YOUR OBJECTIVE
Every line that includes the word "points" needs to be copied from the listing.
=== INPUT RECORDS ===
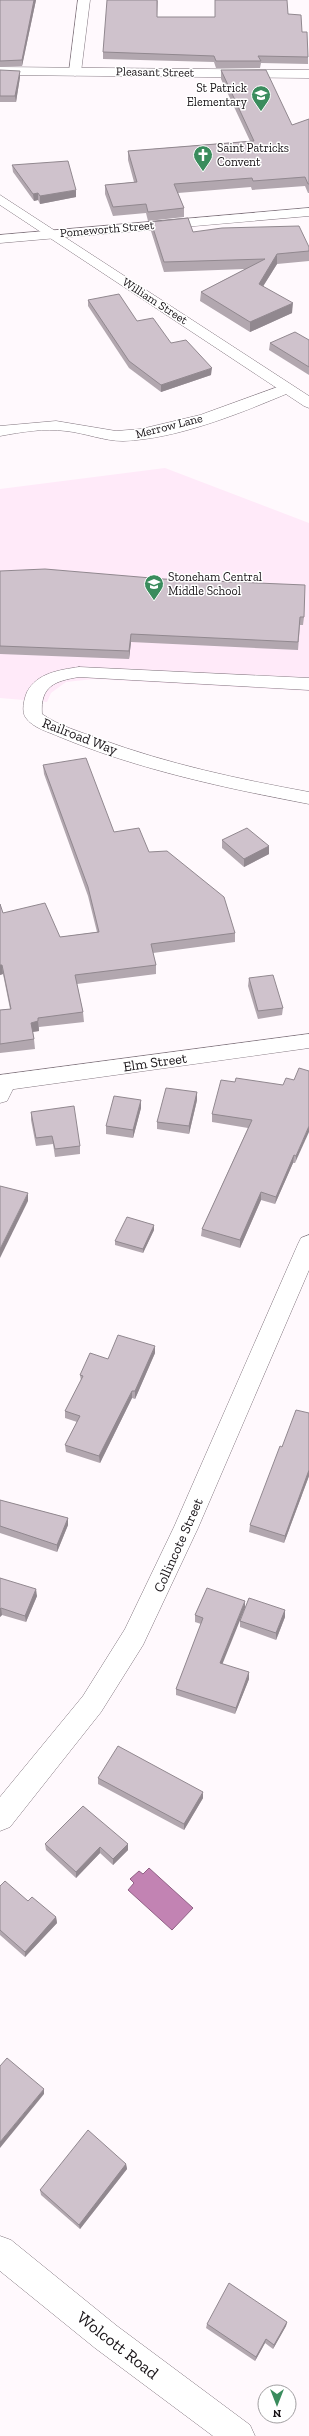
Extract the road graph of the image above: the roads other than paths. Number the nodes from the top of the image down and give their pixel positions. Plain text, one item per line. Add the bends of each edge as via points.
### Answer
1 (84, 0) edge
2 (0, 71) edge
3 (75, 72) junction
4 (309, 74) edge
5 (0, 199) edge
6 (309, 212) edge
7 (52, 233) junction
8 (0, 239) edge
9 (286, 389) junction
10 (309, 403) edge
11 (0, 430) edge
12 (309, 684) edge
13 (309, 798) edge
14 (309, 1041) edge
15 (2, 1087) edge
16 (309, 1244) edge
17 (0, 1818) edge
18 (0, 2251) edge
19 (240, 2436) edge

1 - 3 street
2 - 3 street, Pleasant Street
3 - 4 street, Pleasant Street
5 - 7 street, William Street
6 - 7 street, Pomeworth Street
7 - 8 street, Pomeworth Street
7 - 9 street, William Street
9 - 10 street, William Street
9 - 11 street, Merrow Lane via 219,413 136,435 108,435 55,425
12 - 13 street, Railroad Way via 79,672 63,674 44,682 36,690 32,704 33,716 43,723 114,750 205,777
14 - 15 street, Elm Street
16 - 17 street, Collincote Street via 186,1528 138,1631 92,1704
18 - 19 street, Wolcott Road via 106,2337

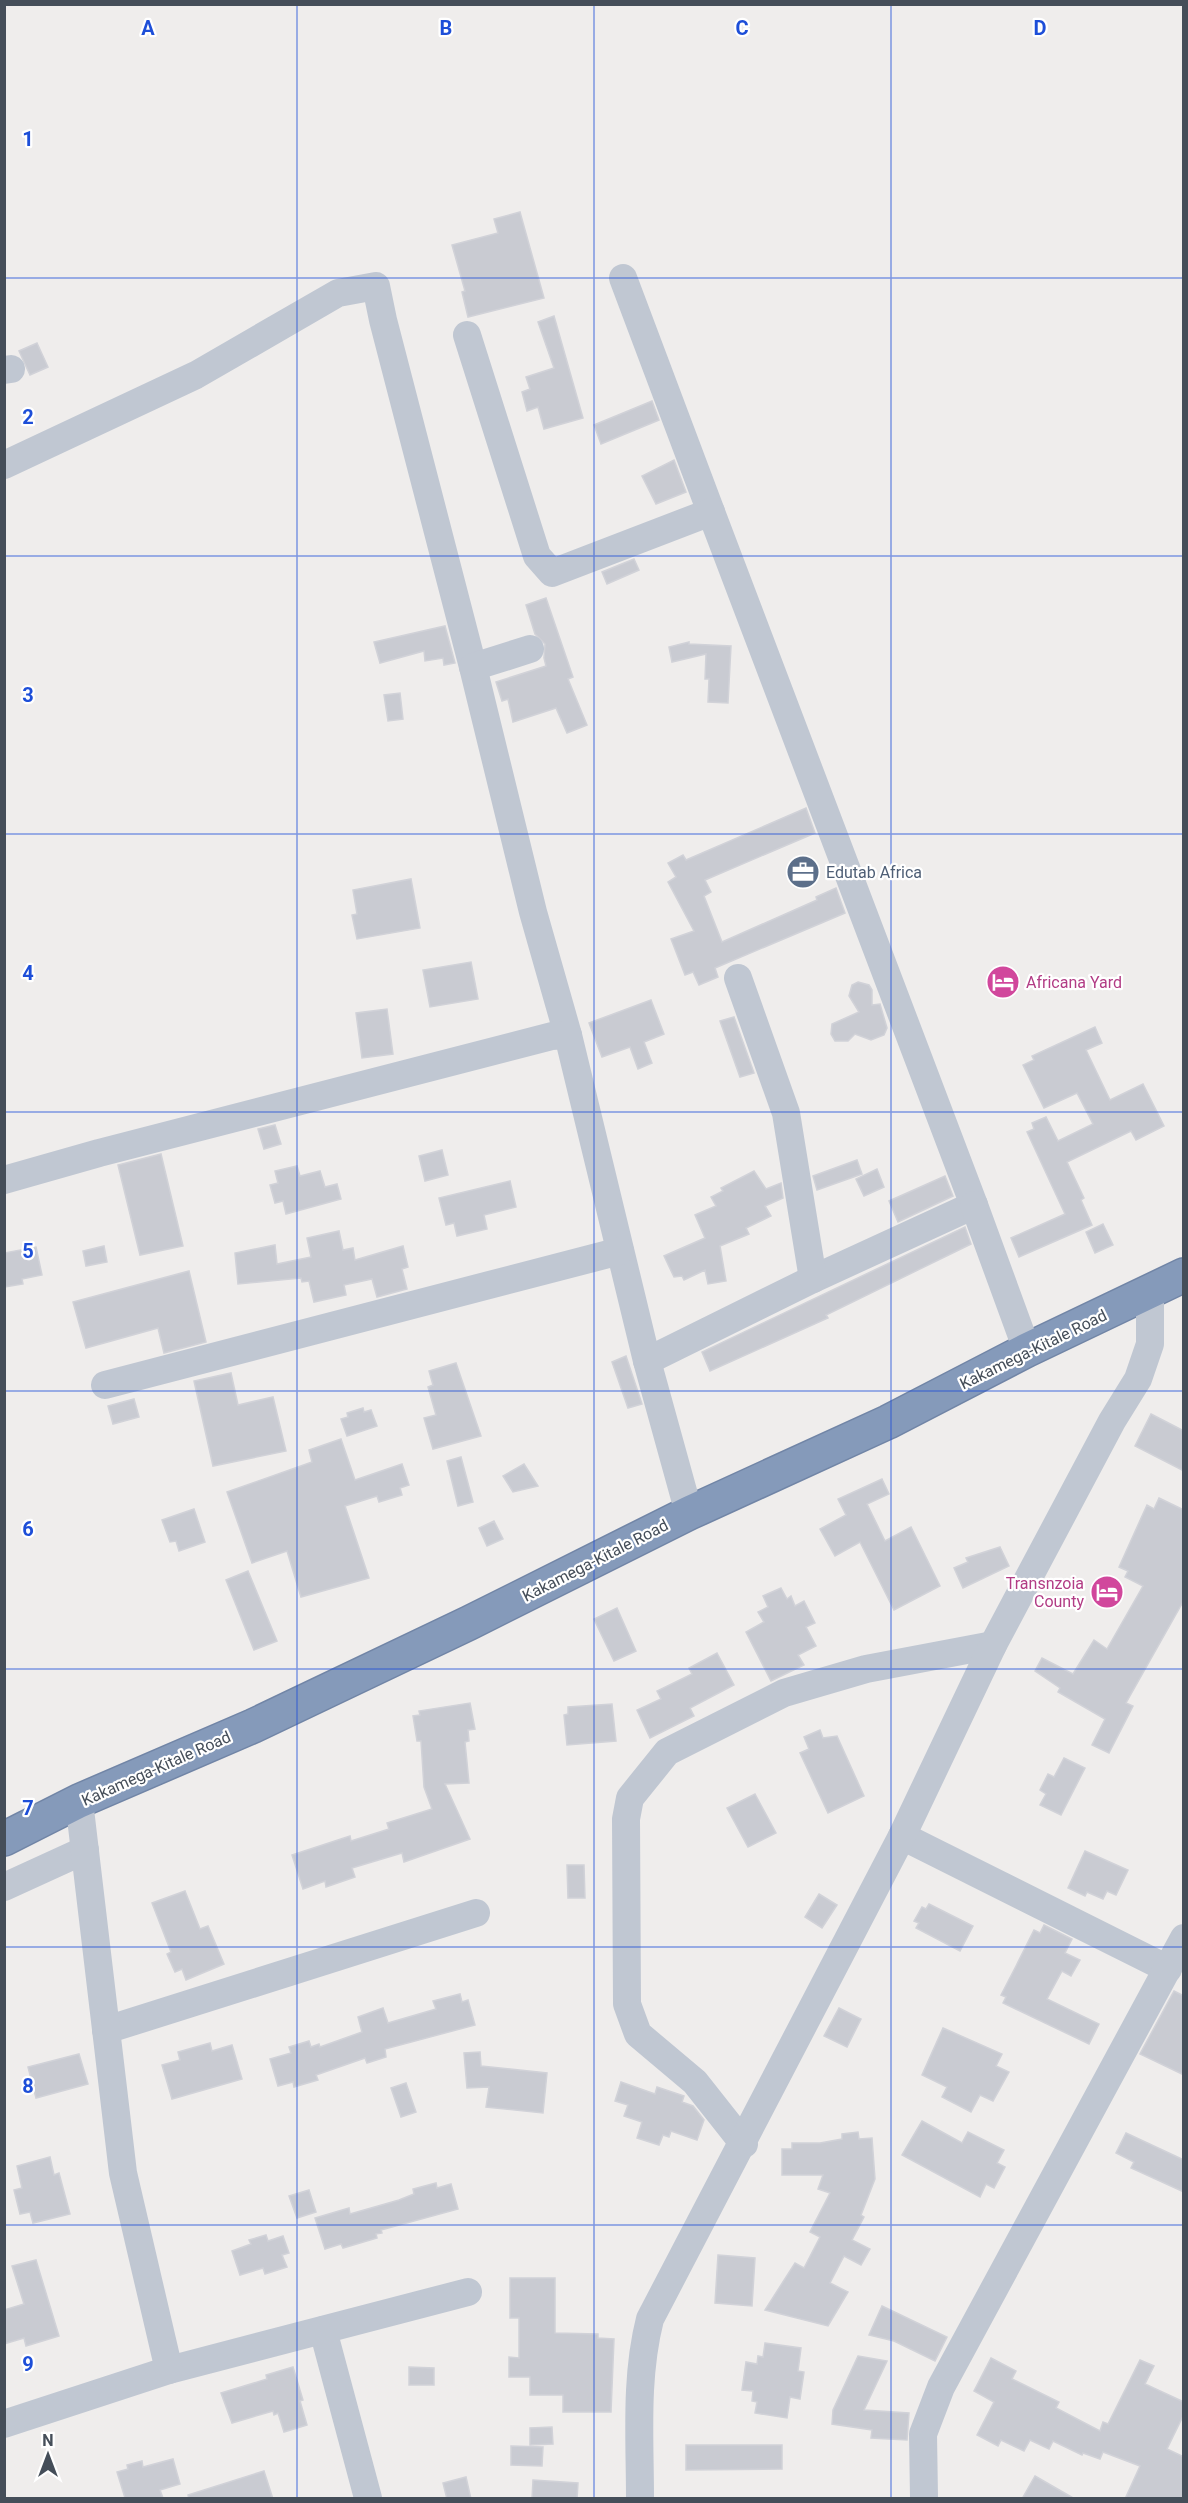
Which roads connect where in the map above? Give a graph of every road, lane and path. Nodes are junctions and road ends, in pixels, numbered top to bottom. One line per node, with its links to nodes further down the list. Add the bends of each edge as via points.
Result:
1 (623, 278): 4 (street)
2 (467, 335): 4 (street, via 537,556 552,573)
3 (4, 465): 6 (street, via 196,375 338,293 376,285)
4 (711, 512): 10 (street)
5 (530, 649): 6 (street)
6 (473, 667): 8 (street)
7 (738, 978): 13 (street, via 786,1113)
8 (568, 1035): 9 (street, via 552,1036); 11 (street)
9 (4, 1180)
10 (974, 1205): 13 (street); 15 (street)
11 (620, 1251): 16 (street); 17 (street)
12 (1184, 1275): 14 (highway, Kakamega-Kitale Road)
13 (813, 1279): 16 (street)
14 (1150, 1292): 15 (highway, Kakamega-Kitale Road); 19 (street, via 1150,1344 1138,1378)
15 (1027, 1350): 18 (highway, Kakamega-Kitale Road, via 888,1422)
16 (647, 1361): 18 (street)
17 (105, 1385)
18 (689, 1513): 20 (highway, Kakamega-Kitale Road, via 253,1726)
19 (993, 1645): 21 (street); 29 (street, via 866,1669 784,1693 668,1752 630,1798 626,1819 627,2004 638,2034 695,2082)
20 (79, 1801): 22 (highway, Kakamega-Kitale Road); 23 (street)
21 (902, 1836): 27 (street); 29 (street)
22 (4, 1839)
23 (85, 1850): 24 (street); 28 (street)
24 (4, 1887)
25 (476, 1913): 28 (street)
26 (1184, 1938): 27 (street)
27 (1168, 1969): 36 (street, via 941,2387 922,2434)
28 (106, 2030): 32 (street, via 123,2174)
29 (744, 2144): 35 (street, via 650,2319 640,2380)
30 (468, 2292): 31 (street)
31 (323, 2330): 32 (street); 34 (street)
32 (169, 2370): 33 (street)
33 (4, 2424)
34 (368, 2499)
35 (640, 2499)
36 (924, 2499)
===
WRITTEN SOLUTION
Extract the road graph of the image above: the roads other than paths. Number the nodes from the top of the image down and give their pixel positions. Plain text, one item per line. Add the bends of each edge as via points.
Which roads connect where in the map above? Give a graph of every road, lane and path. Nodes are junctions and road ends, in pixels, numbered top to bottom. One line per node, with its links to nodes further down the list. Add the bends of each edge as via points.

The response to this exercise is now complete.